The `exec-opts` cgroup driver line must remain present either way — it's required by the deploy regardless of the snapshotter override.

### 3. NVIDIA Container Toolkit

Required minimum: **`1.17.8+`**.

```bash
# Check installed version
dpkg -s nvidia-container-toolkit 2>/dev/null | grep -E '^Version:' || \
  rpm -q nvidia-container-toolkit 2>/dev/null

# Check runtime is registered
docker info 2>/dev/null | grep -i "runtimes"

# Check it works end-to-end
docker run --rm --gpus all ubuntu:22.04 nvidia-smi 2>&1 | head -8
```

Should print GPU info from inside the container. If `runtimes` line doesn't show `nvidia`, or the run fails with `unknown or invalid runtime name: nvidia`:

```bash
curl -fsSL https://nvidia.github.io/libnvidia-container/gpgkey \
  | sudo gpg --dearmor -o /usr/share/keyrings/nvidia-container-toolkit-keyring.gpg
curl -s -L https://nvidia.github.io/libnvidia-container/stable/deb/nvidia-container-toolkit.list \
  | sed 's#deb https://#deb [signed-by=/usr/share/keyrings/nvidia-container-toolkit-keyring.gpg] https://#g' \
  | sudo tee /etc/apt/sources.list.d/nvidia-container-toolkit.list
sudo apt-get update && sudo apt-get install -y nvidia-container-toolkit

# Configure Docker and restart
sudo nvidia-ctk runtime configure --runtime=docker
sudo systemctl restart docker
```

Re-run the `docker run` check to confirm before continuing.

> Full guide: https://docs.nvidia.com/datacenter/cloud-native/container-toolkit/latest/install-guide.html

### 4. NGC CLI + Access

Required minimum: **`4.10.0+`**. Use the `ngc` skill to check NGC CLI and API key access.

---

## Canonical version matrix

Single source of truth for **every** dependency the deploy assumes.
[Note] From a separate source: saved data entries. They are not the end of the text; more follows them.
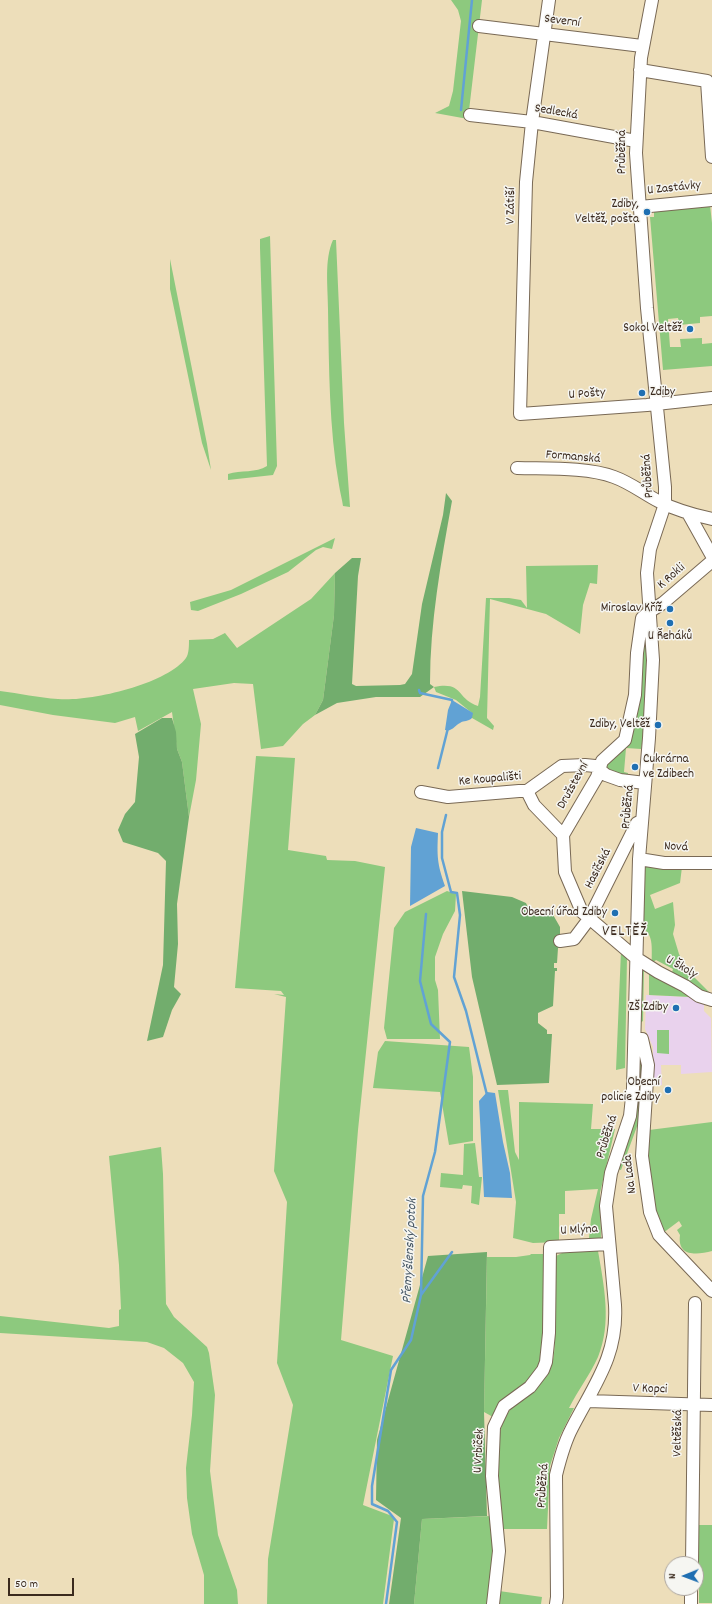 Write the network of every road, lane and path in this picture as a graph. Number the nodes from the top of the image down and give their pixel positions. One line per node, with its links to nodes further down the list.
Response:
1 (549, 0): 4 (street, V Zátiší)
2 (652, 0): 5 (street, Průběžná)
3 (479, 26): 4 (street, Severní)
4 (544, 34): 5 (street, Severní); 8 (street, V Zátiší)
5 (642, 46): 6 (street, Průběžná)
6 (640, 70): 9 (street, Průběžná); 10 (street)
7 (470, 115): 8 (street, Sedlecká)
8 (532, 122): 9 (street, Sedlecká); 15 (street, V Zátiší)
9 (636, 140): 12 (street, Průběžná)
10 (712, 157)
11 (712, 200): 12 (street, U Zastávky)
12 (640, 207): 14 (street, Průběžná)
13 (712, 398): 14 (street, U Pošty)
14 (656, 404): 15 (street, U Pošty); 17 (street, Průběžná)
15 (520, 414)
16 (517, 468): 17 (street, Formanská)
17 (665, 504): 18 (street, Formanská); 22 (street, Průběžná)
18 (688, 513): 19 (street, Formanská); 20 (street)
19 (712, 519)
20 (712, 556)
21 (712, 561): 22 (street, K Rokli)
22 (649, 612): 23 (street, Družstevní); 24 (street, Průběžná)
23 (600, 770): 24 (street, Ke Koupališti); 26 (street, Ke Koupališti); 28 (street, Družstevní)
24 (645, 783): 27 (street, Průběžná)
25 (421, 792): 26 (street, Ke Koupališti)
26 (527, 792): 28 (street)
27 (642, 821): 29 (street, Průběžná); 31 (street, Hasičská)
28 (562, 835): 31 (street)
29 (639, 859): 30 (street, Nová); 33 (street, Průběžná)
30 (712, 863)
31 (589, 919): 32 (street, Hasičská); 33 (street)
32 (560, 941)
33 (636, 958): 34 (street, U Školy); 35 (street, Průběžná)
34 (712, 1000)
35 (635, 1039): 36 (street, Průběžná); 38 (street, Na Lada)
36 (609, 1244): 37 (street, U Mlýna); 40 (street, Průběžná)
37 (550, 1247): 44 (street, U Vrbiček)
38 (712, 1291)
39 (695, 1303): 42 (street, Veltěžská)
40 (588, 1401): 42 (street, V Kopci); 45 (street, Průběžná)
41 (712, 1405): 42 (street, V Kopci)
42 (693, 1406): 43 (street, Veltěžská)
43 (692, 1556)
44 (492, 1604)
45 (556, 1604) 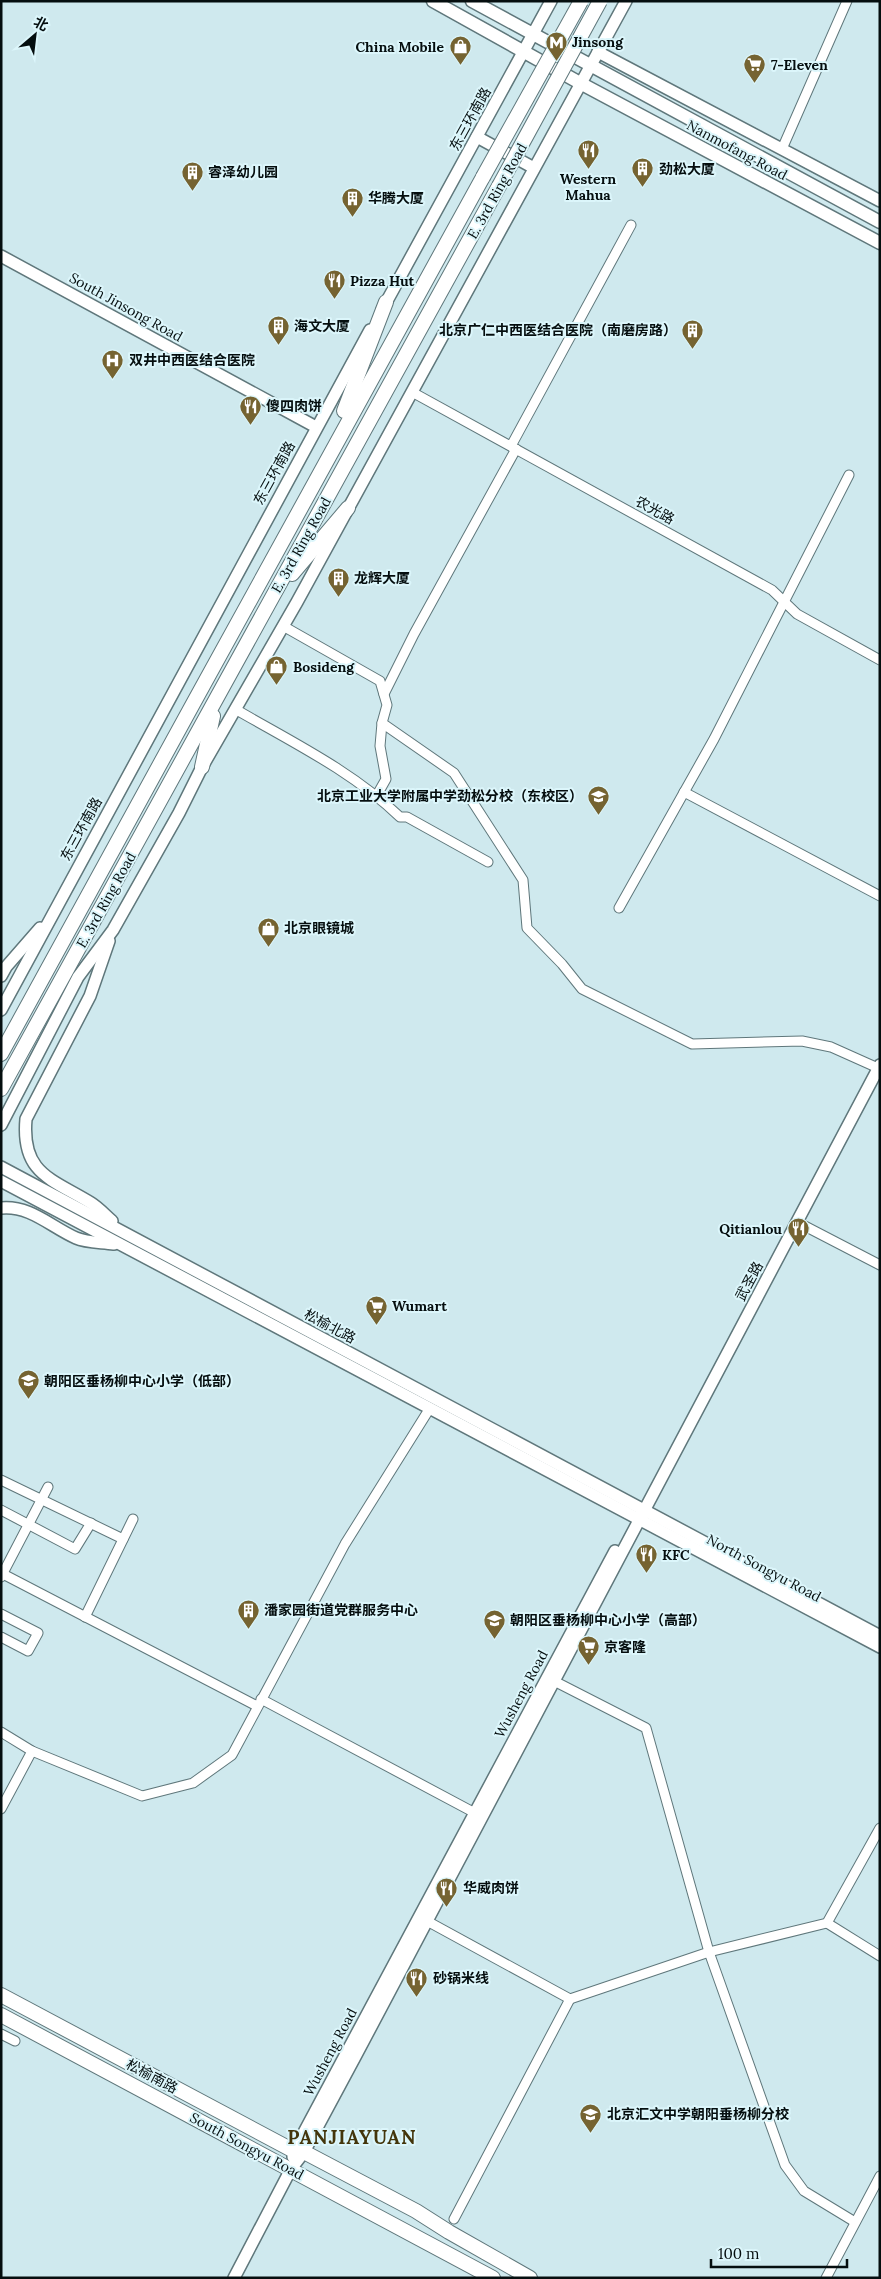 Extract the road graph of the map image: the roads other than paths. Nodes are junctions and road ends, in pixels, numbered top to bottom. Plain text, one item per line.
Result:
1 (433, 1) edge
2 (472, 1) edge
3 (551, 1) edge
4 (581, 1) edge
5 (600, 1) edge
6 (626, 1) edge
7 (847, 1) edge
8 (533, 34) junction
9 (524, 52) junction
10 (598, 52) junction
11 (590, 66) junction
12 (580, 83) junction
13 (477, 137) junction
14 (782, 149) junction
15 (534, 168) junction
16 (880, 201) edge
17 (880, 222) edge
18 (631, 225) dead end
19 (880, 243) edge
20 (1, 256) edge
21 (386, 302) junction
22 (412, 392) junction
23 (316, 427) junction
24 (513, 448) junction
25 (327, 457) junction
26 (849, 475) dead end
27 (348, 508) junction
28 (272, 597) junction
29 (785, 602) junction
30 (283, 626) junction
31 (880, 660) edge
32 (384, 694) junction
33 (217, 699) junction
34 (235, 709) junction
35 (382, 724) junction
36 (202, 766) junction
37 (684, 792) junction
38 (377, 795) junction
39 (488, 862) dead end
40 (880, 896) edge
41 (619, 908) dead end
42 (54, 911) junction
43 (113, 930) junction
44 (1, 976) edge
45 (1, 1010) edge
46 (1, 1054) edge
47 (878, 1073) edge
48 (1, 1089) edge
49 (1, 1125) edge
50 (1, 1167) edge
51 (1, 1181) edge
52 (1, 1208) edge
53 (797, 1222) junction
54 (126, 1234) junction
55 (121, 1244) junction
56 (880, 1265) edge
57 (430, 1408) junction
58 (1, 1480) edge
59 (48, 1487) dead end
60 (41, 1499) junction
61 (1, 1510) edge
62 (639, 1515) junction
63 (132, 1519) dead end
64 (28, 1524) junction
65 (91, 1524) junction
66 (123, 1539) junction
67 (2, 1574) edge
68 (1, 1614) edge
69 (85, 1617) junction
70 (880, 1636) edge
71 (1, 1637) edge
72 (880, 1647) edge
73 (554, 1681) junction
74 (259, 1703) junction
75 (1, 1732) edge
76 (32, 1751) junction
77 (1, 1809) edge
78 (475, 1812) junction
79 (880, 1828) edge
80 (428, 1921) junction
81 (827, 1923) junction
82 (709, 1952) junction
83 (880, 1956) edge
84 (1, 1996) edge
85 (570, 1998) junction
86 (1, 2015) edge
87 (1, 2034) edge
88 (15, 2041) dead end
89 (299, 2152) junction
90 (291, 2169) junction
91 (880, 2176) edge
92 (454, 2219) dead end
93 (855, 2222) junction
94 (234, 2278) edge
95 (493, 2278) edge
96 (530, 2278) edge
97 (826, 2278) edge

1 - 9 main road, Nanmofang Road
2 - 8 main road, Nanmofang Road
3 - 8 street, 东三环南路
4 - 25 main road, E. 3rd Ring Road, bridge
5 - 28 main road, E. 3rd Ring Road, bridge
6 - 10 street
7 - 14 street
8 - 9 street, 东三环南路
8 - 11 main road, Nanmofang Road
9 - 12 main road, Nanmofang Road
9 - 13 street, 东三环南路
10 - 11 street
10 - 14 street
11 - 12 street
11 - 17 main road, Nanmofang Road
12 - 15 street
12 - 19 main road, Nanmofang Road
13 - 15 street
13 - 21 street, 东三环南路
14 - 16 street
15 - 22 street
18 - 24 street
20 - 23 street, South Jinsong Road
21 - 23 street, 东三环南路
21 - 25 main road
22 - 24 street, 农光路
22 - 27 street
23 - 42 street, 东三环南路
24 - 29 street, 农光路
24 - 32 street
25 - 46 main road, E. 3rd Ring Road
26 - 29 street
27 - 28 main road
27 - 30 street
28 - 33 main road, E. 3rd Ring Road
29 - 31 street, 农光路
29 - 37 street
30 - 32 street
30 - 34 street
32 - 35 street
33 - 36 main road
33 - 48 main road, E. 3rd Ring Road
34 - 36 street
34 - 38 street
35 - 38 street
35 - 47 street
36 - 43 street
37 - 40 street
37 - 41 street
38 - 39 street
42 - 44 street
42 - 45 street
43 - 49 street
43 - 54 street
47 - 53 street, 武圣路
50 - 54 street, 松榆北路
51 - 55 street, 松榆北路
52 - 55 street
53 - 56 street
53 - 62 street, 武圣路
54 - 62 street, 松榆北路
55 - 57 street, 松榆北路
57 - 62 street, 松榆北路
57 - 74 street
58 - 60 street
59 - 60 street
60 - 64 street
60 - 65 street
61 - 64 street
62 - 70 street, North Songyu Road
62 - 72 street, North Songyu Road
62 - 73 street, Wusheng Road
62 - 78 street, Wusheng Road
63 - 66 street
64 - 65 street
64 - 67 street
65 - 66 street
66 - 69 street
67 - 69 street
68 - 71 street
69 - 74 street
73 - 80 street, Wusheng Road
73 - 82 street
74 - 76 street
74 - 78 street
75 - 76 street
76 - 77 street
78 - 89 street, Wusheng Road
79 - 81 street
80 - 85 street
80 - 89 street, Wusheng Road
81 - 82 street
81 - 83 street
82 - 85 street
82 - 93 street
84 - 89 main road, 松榆南路
85 - 92 street
86 - 90 main road, South Songyu Road
87 - 88 street
89 - 90 street
89 - 96 main road, South Songyu Road
90 - 94 street
90 - 95 main road, South Songyu Road
91 - 93 street
93 - 97 street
Sourced from the [VSS prerequisites page](https://docs.nvidia.com/vss/3.2.0/prerequisites.html); update this table when the upstream blueprint docs change.

| Component | Required version | Notes |
|---|---|---|
| OS — x86 host | Ubuntu 22.04 or 24.04 | |
| OS — DGX-SPARK | DGX OS 7.4.0 | |
| OS — IGX-THOR | Jetson Linux BSP Rel 38.5 | |
| OS — AGX-THOR | Jetson Linux BSP Rel 38.4 | |
| NVIDIA Driver — Ubuntu 24.04 | `580.105.08` | exact pin |
| NVIDIA Driver — Ubuntu 22.04 | `580.65.06` | exact pin |
| NVIDIA Driver — DGX-SPARK | `580.95.05` | exact pin |
| NVIDIA Driver — IGX-THOR / AGX-THOR | `580.00` | exact pin |
| NVIDIA Fabric Manager | `580.105.08` | **only** for multi-GPU NVLink/NVSwitch hosts running local LLM (H100 SXM HBM3, NVSwitch, HGX) |
| NVIDIA Container Toolkit | `1.17.8+` | |
| Docker | `28.3.3+` **and** `< 29.5.0` | upper bound: `29.5.0`+ breaks NGC image pulls — see [Docker 29.5.0+ workaround](#docker-2950-workaround) |
| Docker Compose | `v2.39.1+` | |
| NGC CLI | `4.10.0+` | use `ngc` skill |

---

## Summary

- All pass → "System ready. You can deploy base, lvs, search, or alerts."
- Any fail → report the item, provide the fix, re-run that check before continuing.